L'Homme qui marche

Film français de Aurélia Georges

Avec César Sarachu, Mireille Perrier, Florence Loiret-Caille, Judith Henry, Françoise Meunier





Par Elise Heymes
 
Sortie le 09-01-2008

Durée: 1h22

 

Absurde absolu

Librement inspiré de la vie de l’écrivain Vladimir Slepian, L’Homme qui marche est le portrait d’un homme absolutiste, qui se laisse glisser du succès littéraire à la condition de clochard. Aurélia Georges, dont c’est le premier long métrage de fiction, réalise un film à l’image de son personnage : fragilité et poésie se mêlent à l’écran, comme pour mieux saisir que cet artiste tient de l’équilibriste…
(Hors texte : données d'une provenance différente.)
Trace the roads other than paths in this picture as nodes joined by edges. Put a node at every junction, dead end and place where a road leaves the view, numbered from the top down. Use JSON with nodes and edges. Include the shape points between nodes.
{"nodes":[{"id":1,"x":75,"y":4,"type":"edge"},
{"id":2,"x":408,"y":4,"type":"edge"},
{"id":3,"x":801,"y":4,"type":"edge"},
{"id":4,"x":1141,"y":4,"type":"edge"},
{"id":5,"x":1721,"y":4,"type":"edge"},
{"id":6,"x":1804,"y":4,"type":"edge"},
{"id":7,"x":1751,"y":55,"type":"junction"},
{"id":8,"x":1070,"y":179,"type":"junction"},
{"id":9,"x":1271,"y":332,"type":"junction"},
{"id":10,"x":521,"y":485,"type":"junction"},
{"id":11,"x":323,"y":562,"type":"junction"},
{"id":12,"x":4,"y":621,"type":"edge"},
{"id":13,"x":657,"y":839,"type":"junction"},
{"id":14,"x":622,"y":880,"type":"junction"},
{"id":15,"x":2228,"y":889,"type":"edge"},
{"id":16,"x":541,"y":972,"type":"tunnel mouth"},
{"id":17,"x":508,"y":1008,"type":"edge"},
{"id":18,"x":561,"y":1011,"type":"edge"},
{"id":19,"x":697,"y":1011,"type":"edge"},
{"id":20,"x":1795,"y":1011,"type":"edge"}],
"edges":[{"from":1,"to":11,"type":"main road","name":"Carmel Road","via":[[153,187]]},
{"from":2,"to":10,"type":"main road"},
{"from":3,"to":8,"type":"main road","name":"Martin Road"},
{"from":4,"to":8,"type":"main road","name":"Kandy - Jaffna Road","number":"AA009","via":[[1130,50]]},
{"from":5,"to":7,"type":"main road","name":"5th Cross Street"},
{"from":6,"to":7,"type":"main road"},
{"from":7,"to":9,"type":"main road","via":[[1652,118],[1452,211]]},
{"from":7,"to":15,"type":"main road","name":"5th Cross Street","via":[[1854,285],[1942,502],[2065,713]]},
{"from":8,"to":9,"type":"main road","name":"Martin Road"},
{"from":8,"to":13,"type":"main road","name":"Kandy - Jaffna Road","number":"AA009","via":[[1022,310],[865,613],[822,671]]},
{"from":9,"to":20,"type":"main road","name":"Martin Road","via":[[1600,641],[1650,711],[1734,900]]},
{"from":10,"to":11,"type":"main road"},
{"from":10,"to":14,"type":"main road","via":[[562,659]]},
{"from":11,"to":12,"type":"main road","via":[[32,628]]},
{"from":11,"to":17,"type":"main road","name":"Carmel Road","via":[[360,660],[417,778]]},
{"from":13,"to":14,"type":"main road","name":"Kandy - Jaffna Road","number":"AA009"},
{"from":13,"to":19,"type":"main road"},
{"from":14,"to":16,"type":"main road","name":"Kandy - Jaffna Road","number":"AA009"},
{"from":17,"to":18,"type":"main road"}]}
Exilé russe à Paris, Viktor Atemian doit à son premier roman intitulé Fils de chien une vie sociale d’écrivain, entouré et surtout reconnu : il joue un rôle, occupe une place dans la société. S’il vit dans un grand appartement bourgeois, celui-ci est si vide qu’on y ressent l’atmosphère anti-matérialiste qui habite l’âme de cet homme sans attache. Car c’est un fil ténu qui relie Viktor Atemian au monde qui l’entoure et l’englobe dans un premier temps. Son refus des compromissions relatives à la société occidentale, qu’elles soient sociales, psychologiques ou artistiques, en fait un être à part.

Marginal, Viktor, l’est déjà dans sa relation à son éditeur ; il veut être payé en liquide, car il refuse d’être un numéro à la banque, un simple numéro tout court, où que ce soit. Viktor refuse sans doute les cadres et les normes dans ce Paris des années 1970 jusqu’à la fin des années 1990, pour mieux se maintenir en liberté. A quel prix ? C’est la question qui semble se poser en filigrane dans le parcours de cet homme qui n’a que sa plume pour s’affirmer : la liberté dans l’absolu, mais à quel prix ?

Jusqu’où aller, ou à jusqu’à quel point tenir, pour sauver la face dans un monde où l’on est toujours le chien de quelqu’un ? Ce à quoi Viktor se refuse. Il ne renie pas les amitiés qui le soutiennent. Mais il ne les accepte que dans la mesure où il peut aussi s’en passer. Et lorsqu’il est mis à la rue par le tenancier du petit hôtel qui le logeait depuis dix ans, il y reste et y mourra, tel un chien abandonné par son maître. Viktor se veut maître de lui-même. Passer outre les contraintes du vivre ensemble dans une société toujours plus libérale. Mourra-t-il libre, au prix de sa vie, lui qui peste toujours contre le prix des choses, ces fameux prix à payer ?

Aurélia Georges fait de son personnage une figure poétique de l’absurde, figure en déséquilibre dans un monde auquel il ne s’habitue pas. Qui plongera dans le vide, faute de se contredire. Un artiste absolu, en somme…
Elle a travaillé, avec une délicatesse rare, sa gestuelle, sa place et ses mouvements dans les plans, la démarche de cet homme qui marche tant comme pour s’inscrire dans la réalité qu’il s’invente et se choisit. Et signe là un premier film plus qu’original.